SUPPLIED MATERIAL
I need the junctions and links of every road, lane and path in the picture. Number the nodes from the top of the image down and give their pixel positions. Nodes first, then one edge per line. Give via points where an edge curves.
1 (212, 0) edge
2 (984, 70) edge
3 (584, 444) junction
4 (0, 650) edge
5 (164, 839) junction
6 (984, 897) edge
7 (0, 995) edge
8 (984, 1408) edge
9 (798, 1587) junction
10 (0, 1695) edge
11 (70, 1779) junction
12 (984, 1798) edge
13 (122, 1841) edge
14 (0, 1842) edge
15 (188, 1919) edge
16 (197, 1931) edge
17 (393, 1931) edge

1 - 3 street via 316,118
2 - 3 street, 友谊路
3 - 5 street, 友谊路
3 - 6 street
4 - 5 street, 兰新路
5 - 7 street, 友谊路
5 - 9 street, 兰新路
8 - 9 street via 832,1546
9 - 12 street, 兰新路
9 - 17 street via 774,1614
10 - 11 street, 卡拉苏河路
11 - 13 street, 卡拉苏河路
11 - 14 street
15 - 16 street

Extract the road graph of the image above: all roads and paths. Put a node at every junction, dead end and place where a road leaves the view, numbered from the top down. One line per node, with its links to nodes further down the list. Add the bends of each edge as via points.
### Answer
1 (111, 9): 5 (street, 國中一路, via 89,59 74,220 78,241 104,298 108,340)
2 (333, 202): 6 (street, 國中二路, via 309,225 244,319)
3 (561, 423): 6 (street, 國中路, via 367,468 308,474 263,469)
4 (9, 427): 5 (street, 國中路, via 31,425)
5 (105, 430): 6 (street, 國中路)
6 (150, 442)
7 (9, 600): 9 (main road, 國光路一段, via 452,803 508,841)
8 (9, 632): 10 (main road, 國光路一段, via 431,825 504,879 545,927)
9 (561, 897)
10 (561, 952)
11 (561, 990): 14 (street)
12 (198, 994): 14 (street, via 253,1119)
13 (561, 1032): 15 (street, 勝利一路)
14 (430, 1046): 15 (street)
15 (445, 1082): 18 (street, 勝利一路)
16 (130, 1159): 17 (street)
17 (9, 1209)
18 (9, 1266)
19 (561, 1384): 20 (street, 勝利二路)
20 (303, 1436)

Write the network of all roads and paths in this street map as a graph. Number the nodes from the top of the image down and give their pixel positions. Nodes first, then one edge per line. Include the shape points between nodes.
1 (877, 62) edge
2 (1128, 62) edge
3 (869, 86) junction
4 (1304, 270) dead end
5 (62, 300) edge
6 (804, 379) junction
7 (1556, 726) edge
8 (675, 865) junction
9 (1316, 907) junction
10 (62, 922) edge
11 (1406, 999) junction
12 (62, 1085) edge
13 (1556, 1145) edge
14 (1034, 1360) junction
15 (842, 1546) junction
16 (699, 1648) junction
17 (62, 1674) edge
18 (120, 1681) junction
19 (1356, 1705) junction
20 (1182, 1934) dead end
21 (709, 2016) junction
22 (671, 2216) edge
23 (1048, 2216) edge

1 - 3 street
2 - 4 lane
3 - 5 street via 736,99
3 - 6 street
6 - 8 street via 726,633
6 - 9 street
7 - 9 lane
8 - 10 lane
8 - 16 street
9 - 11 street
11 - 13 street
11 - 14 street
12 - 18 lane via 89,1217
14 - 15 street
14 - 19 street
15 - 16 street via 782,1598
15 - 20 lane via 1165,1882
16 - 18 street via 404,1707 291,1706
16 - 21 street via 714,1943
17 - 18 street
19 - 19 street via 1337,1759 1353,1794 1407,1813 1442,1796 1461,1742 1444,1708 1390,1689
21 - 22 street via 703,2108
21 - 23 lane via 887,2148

WHAT THE EXERCISE ASKS
The answer consists of every entry, returned exactly.

EXERCISE OUTPUT
I need the junctions and links of every road, lane and path in the picture. Number the nodes from the top of the image down and give their pixel positions. Nodes first, then one edge per line. Give via points where an edge curves.
1 (212, 0) edge
2 (984, 70) edge
3 (584, 444) junction
4 (0, 650) edge
5 (164, 839) junction
6 (984, 897) edge
7 (0, 995) edge
8 (984, 1408) edge
9 (798, 1587) junction
10 (0, 1695) edge
11 (70, 1779) junction
12 (984, 1798) edge
13 (122, 1841) edge
14 (0, 1842) edge
15 (188, 1919) edge
16 (197, 1931) edge
17 (393, 1931) edge

1 - 3 street via 316,118
2 - 3 street, 友谊路
3 - 5 street, 友谊路
3 - 6 street
4 - 5 street, 兰新路
5 - 7 street, 友谊路
5 - 9 street, 兰新路
8 - 9 street via 832,1546
9 - 12 street, 兰新路
9 - 17 street via 774,1614
10 - 11 street, 卡拉苏河路
11 - 13 street, 卡拉苏河路
11 - 14 street
15 - 16 street

Extract the road graph of the image above: all roads and paths. Put a node at every junction, dead end and place where a road leaves the view, numbered from the top down. One line per node, with its links to nodes further down the list. Add the bends of each edge as via points.
### Answer
1 (111, 9): 5 (street, 國中一路, via 89,59 74,220 78,241 104,298 108,340)
2 (333, 202): 6 (street, 國中二路, via 309,225 244,319)
3 (561, 423): 6 (street, 國中路, via 367,468 308,474 263,469)
4 (9, 427): 5 (street, 國中路, via 31,425)
5 (105, 430): 6 (street, 國中路)
6 (150, 442)
7 (9, 600): 9 (main road, 國光路一段, via 452,803 508,841)
8 (9, 632): 10 (main road, 國光路一段, via 431,825 504,879 545,927)
9 (561, 897)
10 (561, 952)
11 (561, 990): 14 (street)
12 (198, 994): 14 (street, via 253,1119)
13 (561, 1032): 15 (street, 勝利一路)
14 (430, 1046): 15 (street)
15 (445, 1082): 18 (street, 勝利一路)
16 (130, 1159): 17 (street)
17 (9, 1209)
18 (9, 1266)
19 (561, 1384): 20 (street, 勝利二路)
20 (303, 1436)

Write the network of all roads and paths in this street map as a graph. Number the nodes from the top of the image down and give their pixel positions. Nodes first, then one edge per line. Include the shape points between nodes.
1 (877, 62) edge
2 (1128, 62) edge
3 (869, 86) junction
4 (1304, 270) dead end
5 (62, 300) edge
6 (804, 379) junction
7 (1556, 726) edge
8 (675, 865) junction
9 (1316, 907) junction
10 (62, 922) edge
11 (1406, 999) junction
12 (62, 1085) edge
13 (1556, 1145) edge
14 (1034, 1360) junction
15 (842, 1546) junction
16 (699, 1648) junction
17 (62, 1674) edge
18 (120, 1681) junction
19 (1356, 1705) junction
20 (1182, 1934) dead end
21 (709, 2016) junction
22 (671, 2216) edge
23 (1048, 2216) edge

1 - 3 street
2 - 4 lane
3 - 5 street via 736,99
3 - 6 street
6 - 8 street via 726,633
6 - 9 street
7 - 9 lane
8 - 10 lane
8 - 16 street
9 - 11 street
11 - 13 street
11 - 14 street
12 - 18 lane via 89,1217
14 - 15 street
14 - 19 street
15 - 16 street via 782,1598
15 - 20 lane via 1165,1882
16 - 18 street via 404,1707 291,1706
16 - 21 street via 714,1943
17 - 18 street
19 - 19 street via 1337,1759 1353,1794 1407,1813 1442,1796 1461,1742 1444,1708 1390,1689
21 - 22 street via 703,2108
21 - 23 lane via 887,2148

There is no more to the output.